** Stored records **
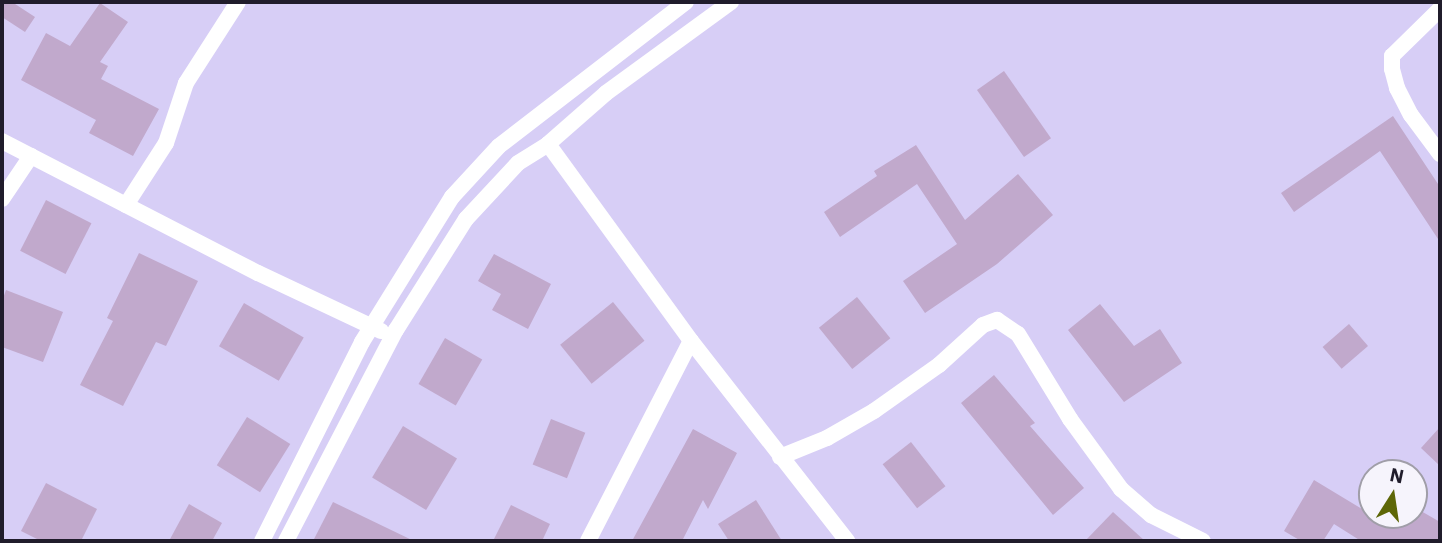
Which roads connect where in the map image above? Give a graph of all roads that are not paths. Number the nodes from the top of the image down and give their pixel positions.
1 (238, 2) edge
2 (687, 2) edge
3 (731, 2) edge
4 (1440, 9) edge
5 (2, 141) edge
6 (548, 144) junction
7 (1440, 154) edge
8 (31, 156) junction
9 (2, 199) edge
10 (126, 205) junction
11 (371, 327) junction
12 (392, 337) junction
13 (691, 341) junction
14 (780, 457) junction
15 (262, 541) edge
16 (286, 541) edge
17 (588, 541) edge
18 (847, 541) edge
19 (1203, 541) edge

1 - 10 street
2 - 11 street
3 - 6 street
4 - 7 street
5 - 8 street
6 - 12 street
6 - 13 street
8 - 9 street
8 - 10 street
10 - 11 street
11 - 12 street
11 - 15 street
12 - 16 street
13 - 14 street
13 - 17 street
14 - 18 street
14 - 19 street

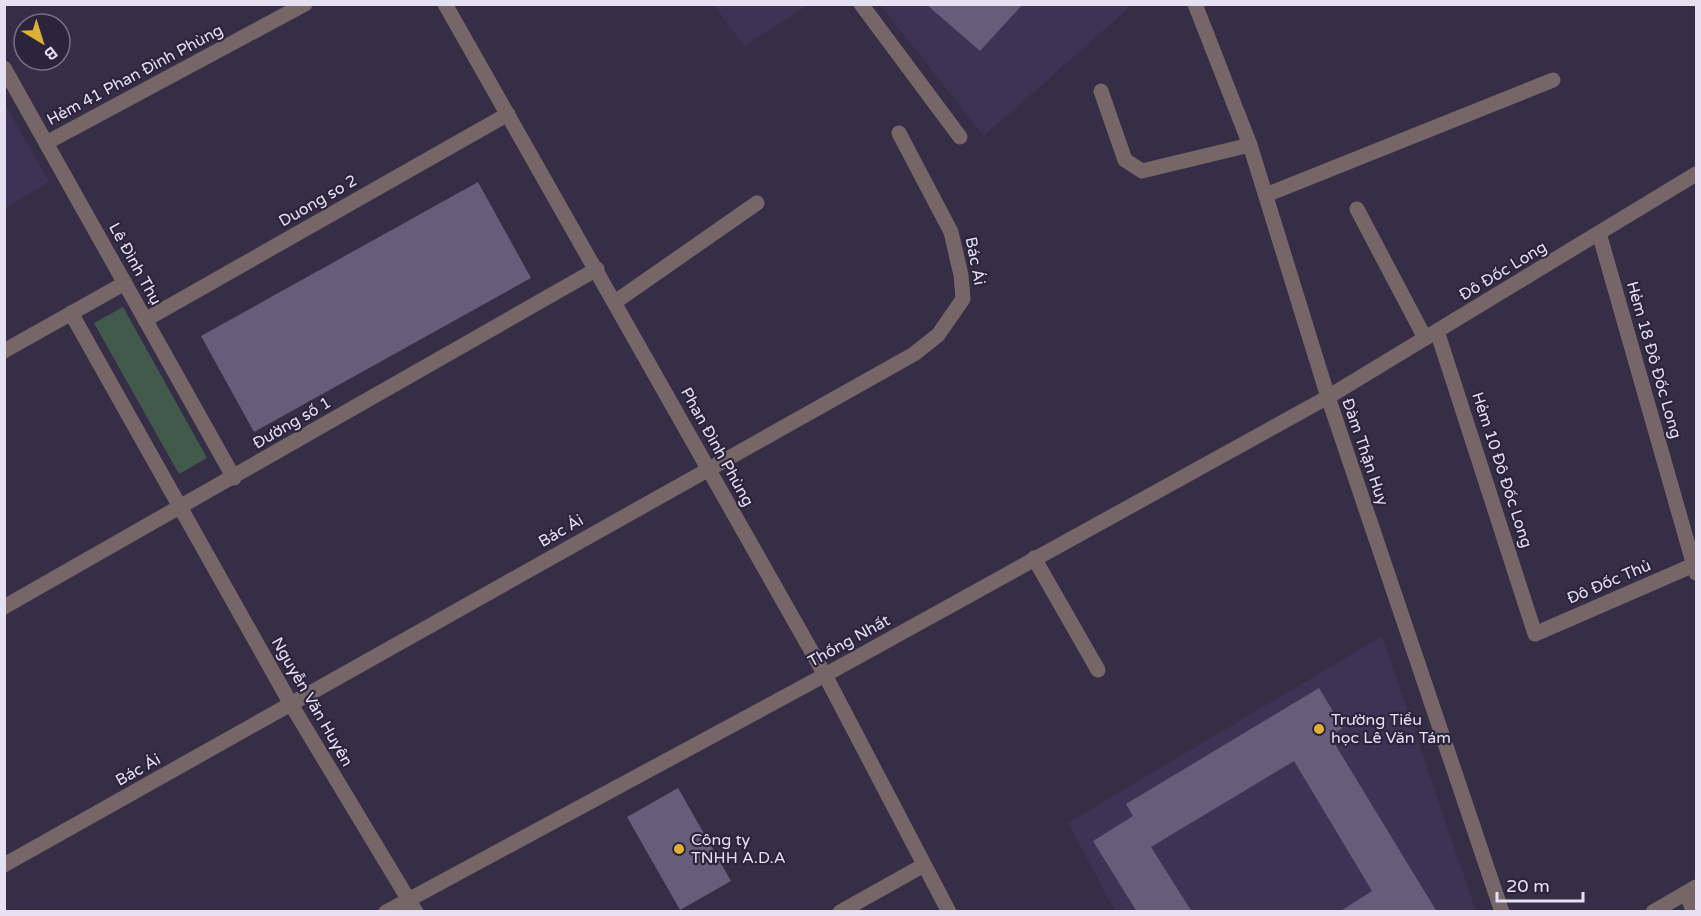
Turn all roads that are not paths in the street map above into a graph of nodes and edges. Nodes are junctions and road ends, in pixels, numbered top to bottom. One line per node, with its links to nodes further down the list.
1 (305, 4): 11 (street, Hẻm 41 Phan Đình Phùng)
2 (445, 4): 8 (street, Phan Đình Phùng)
3 (861, 4): 10 (street)
4 (1195, 4): 12 (street, Đàm Thận Huy)
5 (4, 68): 11 (street, Lê Đình Thụ)
6 (1553, 80): 14 (street)
7 (1101, 91): 12 (street)
8 (508, 114): 18 (street, Phan Đình Phùng); 22 (street, Duong so 2)
9 (899, 133): 26 (street, Bác Ái)
10 (960, 137)
11 (46, 142): 19 (street, Lê Đình Thụ)
12 (1250, 145): 14 (street, Đàm Thận Huy)
13 (1696, 174): 17 (street, Đô Đốc Long)
14 (1266, 195): 25 (street, Đàm Thận Huy)
15 (757, 203): 20 (street)
16 (1357, 209): 23 (street, Hẻm 10 Đô Đốc Long)
17 (1599, 234): 23 (street, Đô Đốc Long); 30 (street, Hẻm 18 Đô Đốc Long)
18 (597, 269): 20 (street, Phan Đình Phùng); 27 (street, Đường số 1)
19 (125, 283): 21 (street); 22 (street, Lê Đình Thụ)
20 (615, 302): 26 (street, Phan Đình Phùng)
21 (71, 313): 24 (street); 28 (street, Nguyễn Văn Huyên)
22 (145, 320): 27 (street, Lê Đình Thụ)
23 (1431, 335): 25 (street, Đô Đốc Long); 32 (street, Hẻm 10 Đô Đốc Long)
24 (4, 351)
25 (1328, 397): 29 (street, Thống Nhất); 43 (street, Đàm Thận Huy)
26 (708, 468): 34 (street, Phan Đình Phùng); 35 (street, Bác Ái)
27 (234, 478): 28 (street, Đường số 1)
28 (182, 508): 31 (street, Đường số 1); 35 (street, Nguyễn Văn Huyên)
29 (1034, 558): 33 (street); 34 (street, Thống Nhất)
30 (1696, 567): 32 (street, Đô Đốc Thủ)
31 (4, 607)
32 (1533, 627)
33 (1098, 670)
34 (825, 675): 37 (street, Phan Đình Phùng); 39 (street, Thống Nhất)
35 (292, 706): 36 (street, Bác Ái); 39 (street, Nguyễn Văn Huyên)
36 (4, 865)
37 (924, 865): 41 (street); 42 (street, Phan Đình Phùng)
38 (1691, 890): 44 (street); 45 (street)
39 (412, 905): 40 (street, Thống Nhất)
40 (386, 912)
41 (840, 912)
42 (949, 912)
43 (1502, 912)
44 (1653, 912)
45 (1694, 912)

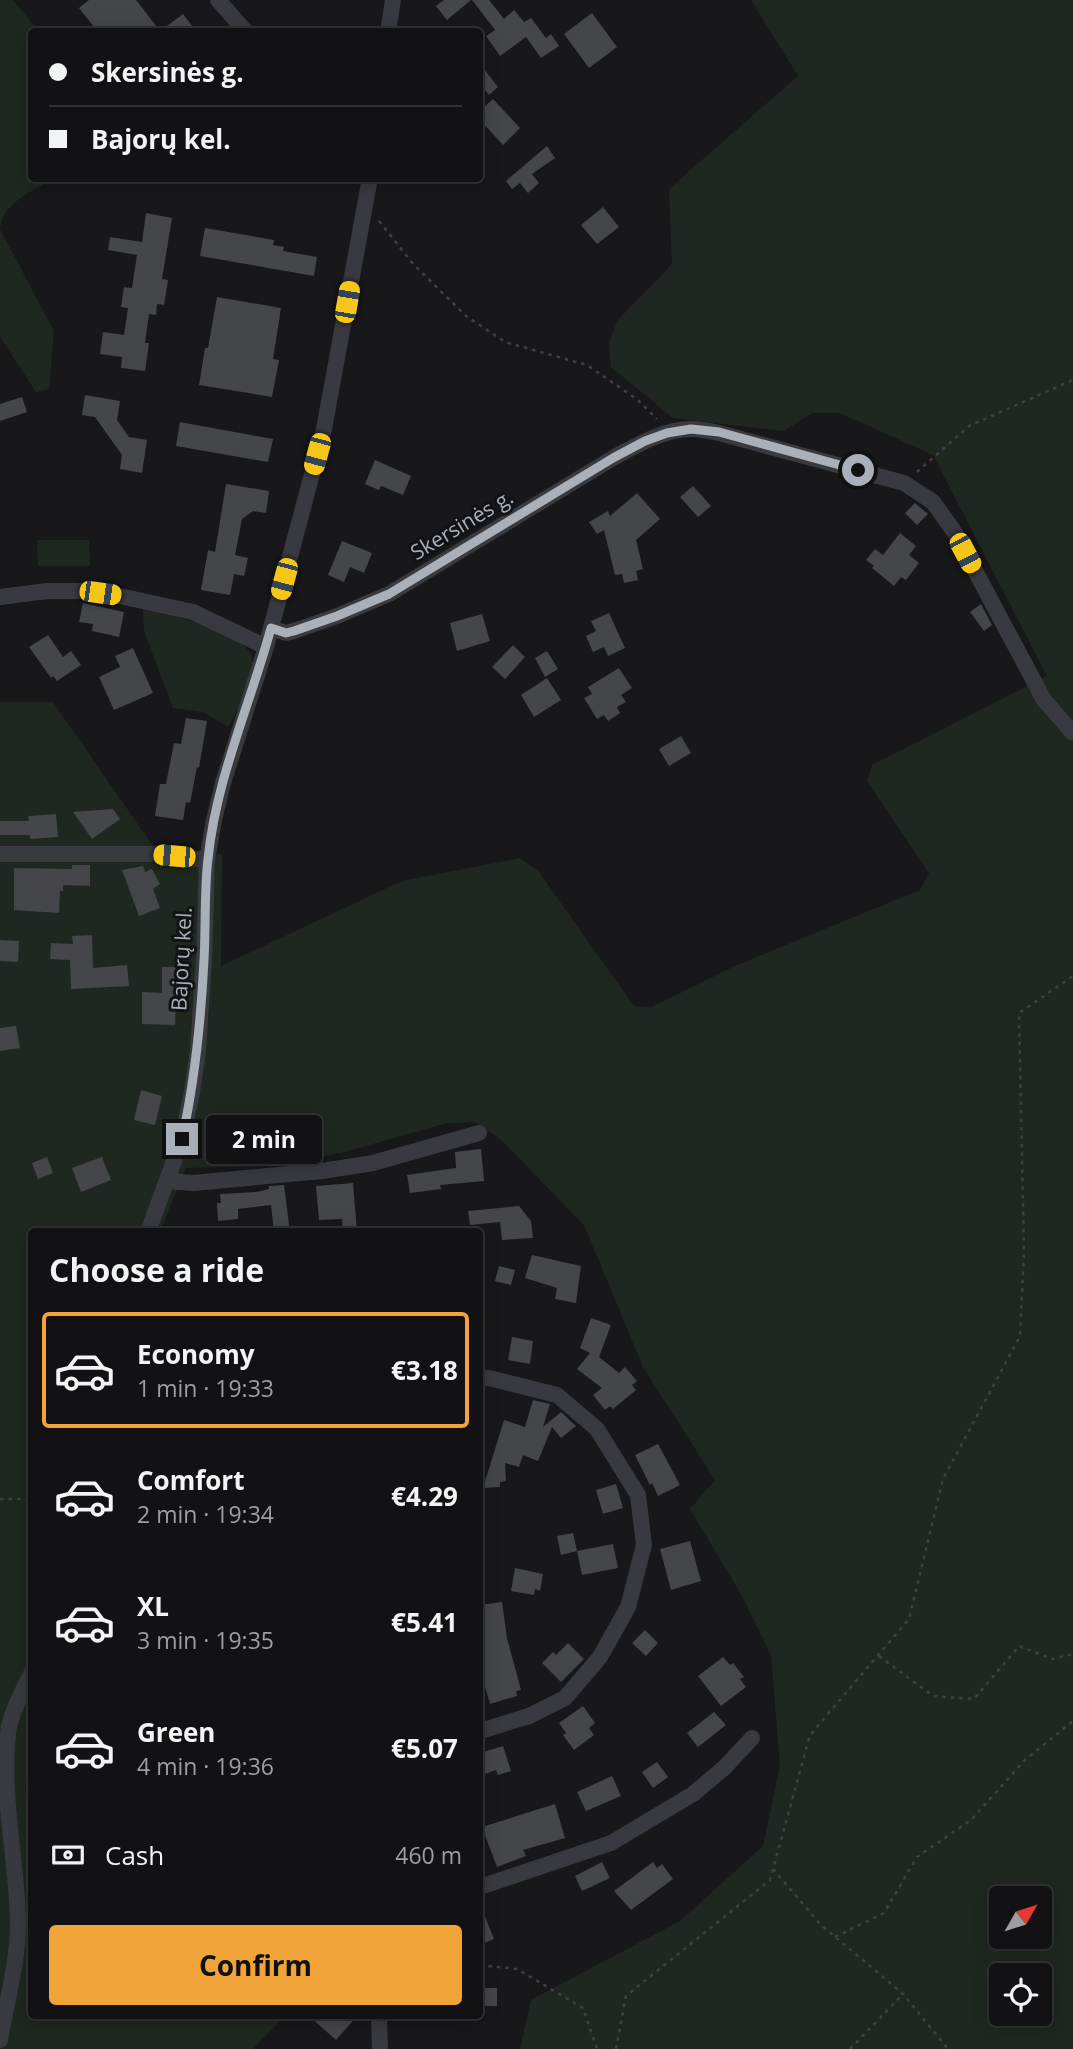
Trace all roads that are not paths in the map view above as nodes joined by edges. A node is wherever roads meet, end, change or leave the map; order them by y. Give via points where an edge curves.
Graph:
1 (218, 0) edge
2 (393, 0) edge
3 (242, 28) edge
4 (389, 28) edge
5 (369, 182) edge
6 (0, 597) edge
7 (271, 628) junction
8 (266, 647) junction
9 (1073, 733) edge
10 (0, 854) edge
11 (207, 860) junction
12 (479, 1133) dead end
13 (168, 1181) junction
14 (150, 1228) edge
15 (483, 1378) edge
16 (28, 1681) edge
17 (483, 1730) edge
18 (751, 1738) dead end
19 (483, 1886) edge
20 (379, 2019) edge
21 (0, 2040) edge
22 (380, 2049) edge

1 - 3 street
2 - 4 street
5 - 7 street, Bajorų kel. via 324,429
6 - 8 street via 72,591 115,595 193,612
7 - 8 street, Bajorų kel.
7 - 9 street, Skersinės g. via 294,631 389,594 645,441 691,429 719,432 904,483 933,502 955,533 1044,700
8 - 11 street, Bajorų kel. via 222,783
10 - 11 street via 155,854
11 - 13 street, Bajorų kel. via 198,1050 182,1139
12 - 13 street via 373,1163 322,1171 193,1183
13 - 14 street, Bajorų kel.
15 - 17 street via 557,1395 597,1429 638,1495 644,1545 628,1607 600,1657 565,1698 529,1716
16 - 21 street via 9,1725 5,1755 4,1791 18,1917 17,1958
18 - 19 street via 693,1794 611,1843
20 - 22 street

** WORK ITEM **
Among the lines above, find those with the word "roads". Copy them.

** ANSWER SPACE **
Which roads connect where in the map image above? Give a graph of all roads that are not paths. Number the nodes from the top of the image down and give their pixel positions.
Turn all roads that are not paths in the street map above into a graph of nodes and edges. Nodes are junctions and road ends, in pixels, numbered top to bottom. One line per node, with its links to nodes further down the list.
Trace all roads that are not paths in the map view above as nodes joined by edges. A node is wherever roads meet, end, change or leave the map; order them by y. Give via points where an edge curves.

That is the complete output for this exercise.